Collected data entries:
--
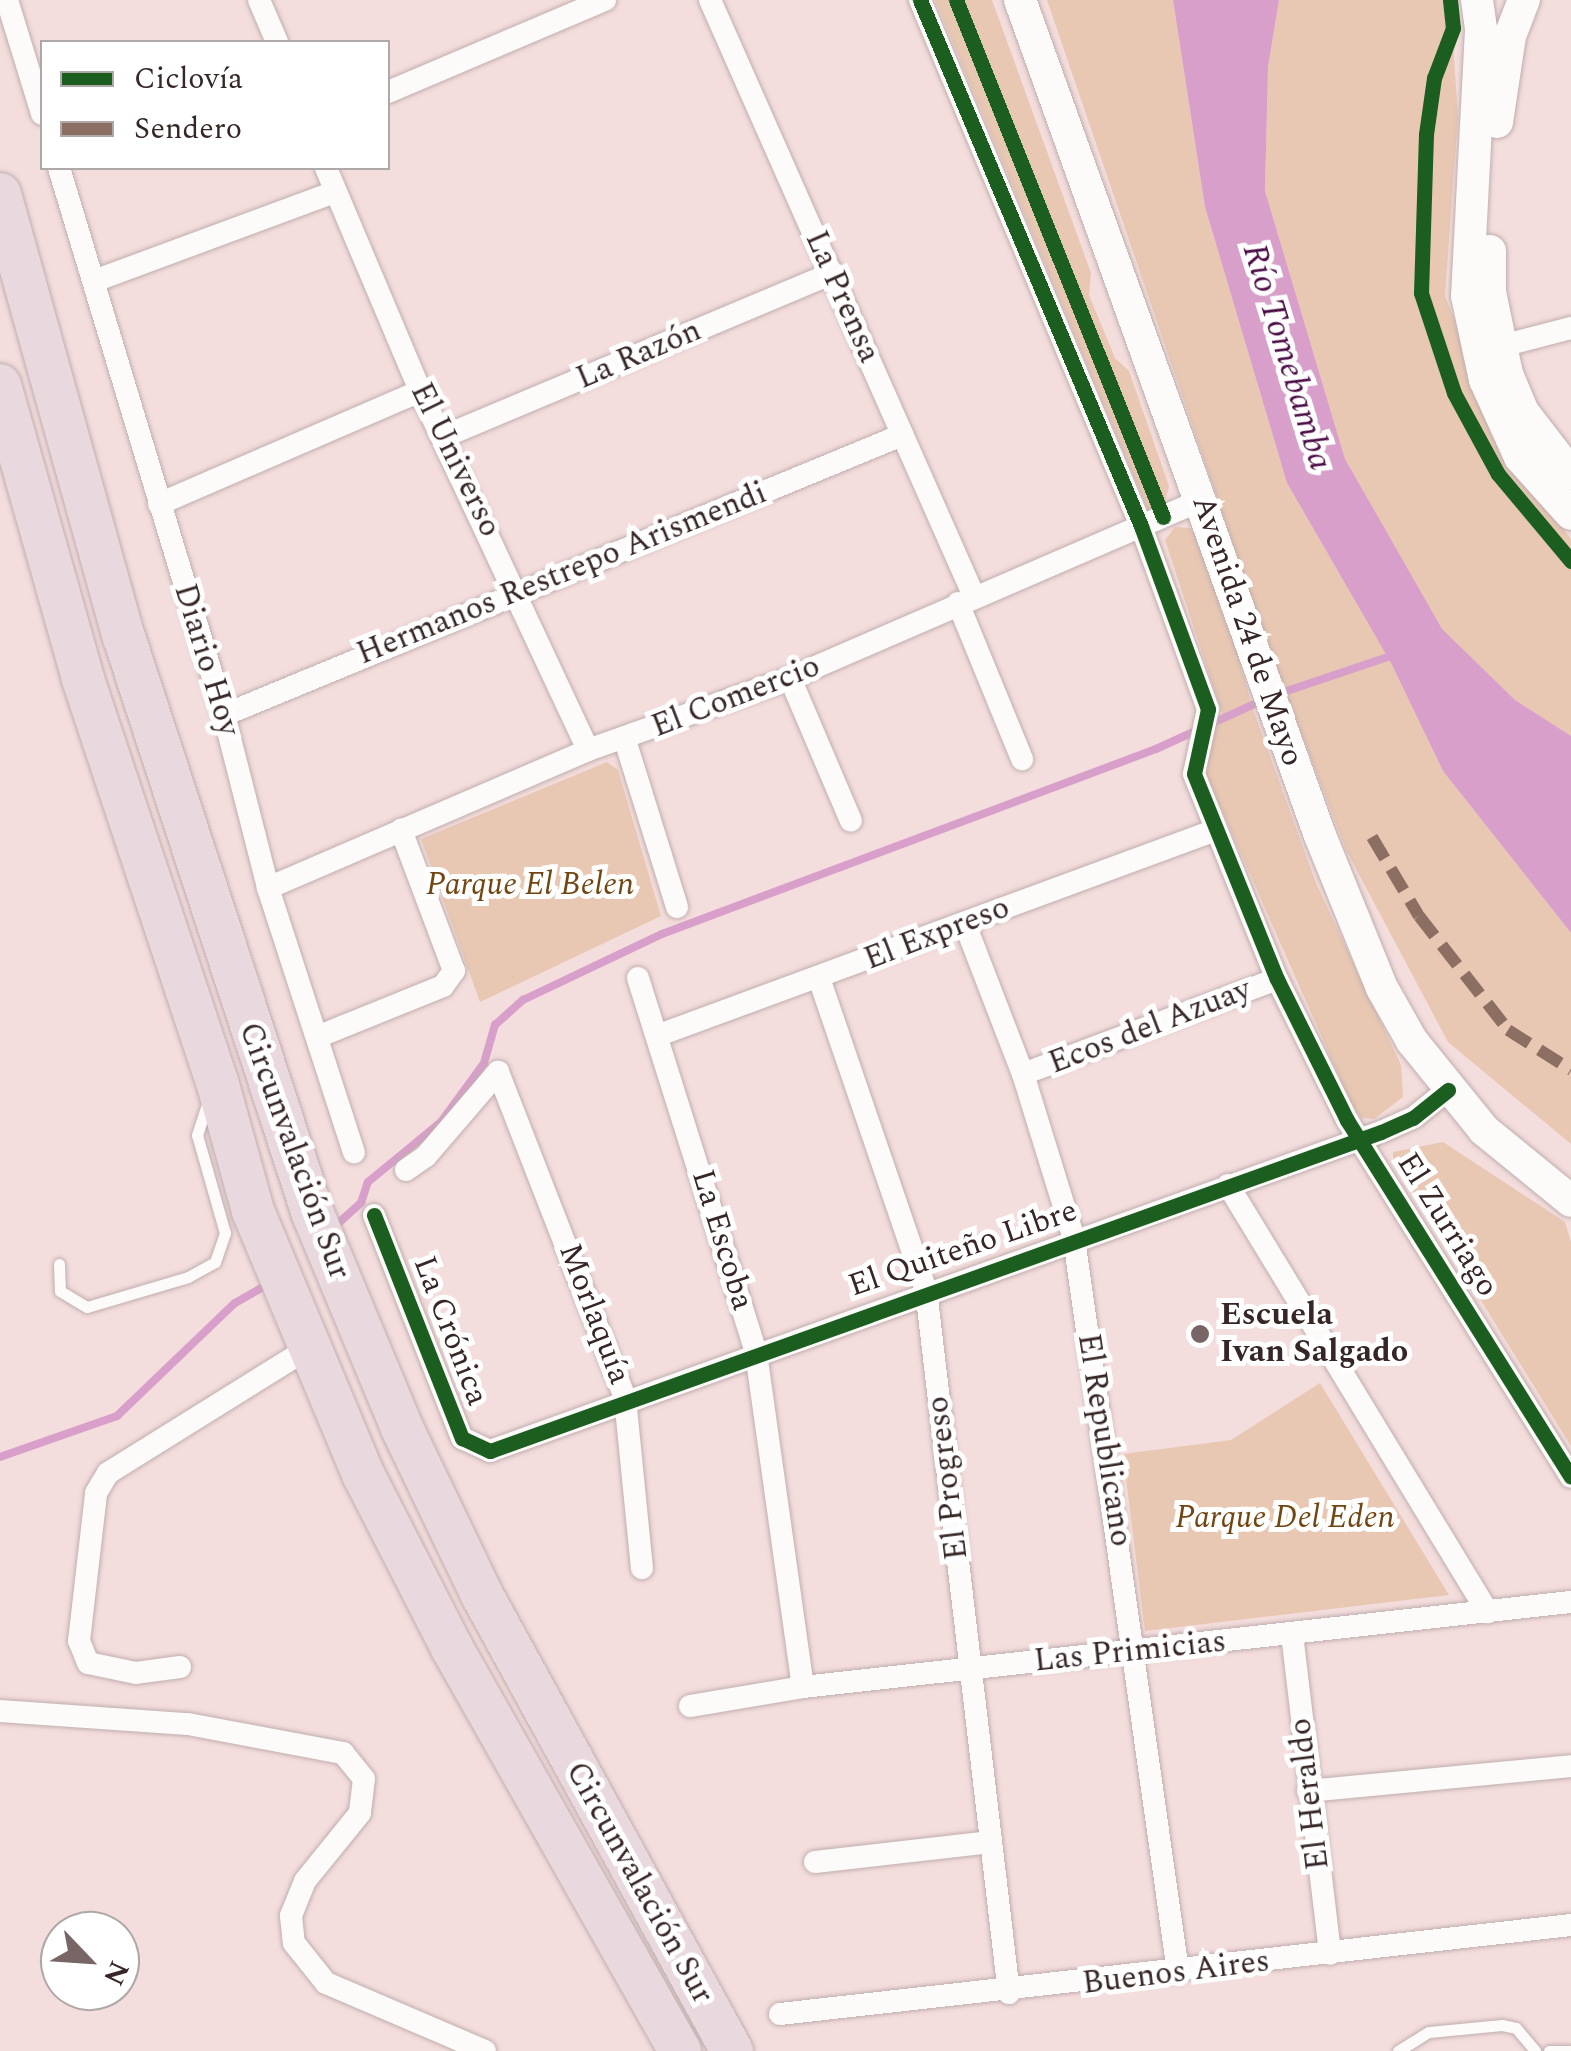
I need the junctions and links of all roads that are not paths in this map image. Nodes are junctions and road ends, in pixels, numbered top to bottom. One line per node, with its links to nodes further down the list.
1 (7, 0): 11 (street)
2 (259, 0): 9 (street)
3 (606, 0): 10 (street)
4 (710, 0): 16 (street, La Prensa)
5 (920, 0): 28 (street)
6 (1020, 0): 25 (main road, Avenida 24 de Mayo)
7 (1477, 0): 19 (main road)
8 (1524, 0): 19 (main road)
9 (275, 40)
10 (390, 91)
11 (40, 107)
12 (60, 170): 17 (street, Diario Hoy)
13 (327, 170): 14 (street, El Universo)
14 (336, 192): 17 (street); 21 (street, El Universo)
15 (0, 194): 64 (highway, Circunvalación Sur)
16 (833, 273): 22 (street, La Prensa); 23 (street, La Razón)
17 (94, 281): 26 (street, Diario Hoy)
18 (1571, 328): 19 (street)
19 (1489, 350): 24 (main road); 27 (main road)
20 (0, 384): 48 (highway, Circunvalación Sur)
21 (420, 391): 23 (street, El Universo); 26 (street)
22 (902, 435): 29 (street, Hermanos Restrepo Arismendi); 30 (street, La Prensa)
23 (446, 436): 29 (street, El Universo)
24 (1571, 474)
25 (1202, 500): 28 (street, El Comercio); 49 (main road, Avenida 24 de Mayo)
26 (159, 504): 32 (street, Diario Hoy)
27 (1571, 514)
28 (1141, 526): 30 (street, El Comercio); 38 (street, El Zurriago)
29 (518, 589): 32 (street, Hermanos Restrepo Arismendi); 34 (street, El Universo)
30 (966, 598): 31 (street, El Comercio); 35 (street, La Prensa)
31 (790, 678): 33 (street, El Comercio); 36 (street)
32 (224, 715): 39 (street, Diario Hoy)
33 (625, 740): 34 (street, El Comercio); 40 (street)
34 (588, 750): 37 (street, El Comercio)
35 (1022, 759)
36 (852, 821)
37 (401, 830): 39 (street, El Comercio); 46 (street)
38 (1213, 831): 41 (street, El Expreso); 44 (street, El Zurriago)
39 (268, 888): 46 (street, Diario Hoy)
40 (677, 907)
41 (965, 924): 43 (street, El Expreso); 47 (street, El Republicano)
42 (638, 978): 45 (street, La Escoba)
43 (819, 978): 45 (street, El Expreso); 58 (street, El Progreso)
44 (1277, 979): 47 (street, Ecos del Azuay); 50 (street, El Zurriago)
45 (659, 1036): 60 (street, La Escoba)
46 (317, 1037): 51 (street, Diario Hoy)
47 (1023, 1074): 56 (street, El Republicano)
48 (218, 1082): 57 (lane); 59 (highway, Circunvalación Sur)
49 (1448, 1090): 50 (street, El Quiteño Libre); 54 (main road, Avenida 24 de Mayo)
50 (1360, 1139): 53 (street, El Quiteño Libre); 65 (street, El Zurriago)
51 (354, 1152)
52 (406, 1170): 61 (street, Morlaquía)
53 (1228, 1186): 56 (street, El Quiteño Libre); 68 (street)
54 (1571, 1201)
55 (374, 1215): 62 (street, La Crónica)
56 (1074, 1239): 58 (street, El Quiteño Libre); 70 (street, El Republicano)
57 (59, 1264)
58 (926, 1290): 60 (street, El Quiteño Libre); 72 (street, El Progreso)
59 (309, 1348): 71 (street); 86 (highway, Circunvalación Sur)
60 (756, 1353): 61 (street, El Quiteño Libre); 73 (street, La Escoba)
61 (625, 1398): 63 (street, El Quiteño Libre); 66 (street, Morlaquía)
62 (462, 1438): 63 (street, La Crónica); 64 (street)
63 (490, 1451)
64 (414, 1454): 87 (highway, Circunvalación Sur)
65 (1571, 1477)
66 (642, 1568)
67 (1571, 1602): 68 (street, Las Primicias)
68 (1488, 1612): 69 (street, Las Primicias)
69 (1292, 1634): 70 (street, Las Primicias); 77 (street, El Heraldo)
70 (1136, 1650): 72 (street, Las Primicias); 82 (street, El Republicano)
71 (180, 1667)
72 (970, 1670): 73 (street, Las Primicias); 78 (street, El Progreso)
73 (803, 1687): 74 (street, Las Primicias)
74 (690, 1706)
75 (0, 1711): 85 (street)
76 (1571, 1766): 77 (street)
77 (1308, 1791): 81 (street, El Heraldo)
78 (991, 1842): 79 (street); 83 (street, El Progreso)
79 (815, 1862)
80 (1571, 1925): 81 (street, Buenos Aires)
81 (1330, 1954): 82 (street, Buenos Aires)
82 (1178, 1972): 83 (street, Buenos Aires)
83 (1009, 1993): 84 (street, Buenos Aires)
84 (780, 2014)
85 (485, 2051)
86 (680, 2051)
87 (732, 2051)
88 (1398, 2051): 89 (lane)
89 (1535, 2051)
90 (1549, 2051): 91 (lane)
91 (1570, 2051)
--
[Exercise requirements]
Count the lines in the records above that contain "Expreso". Reply with the number only.

[Reply to the exercise]
3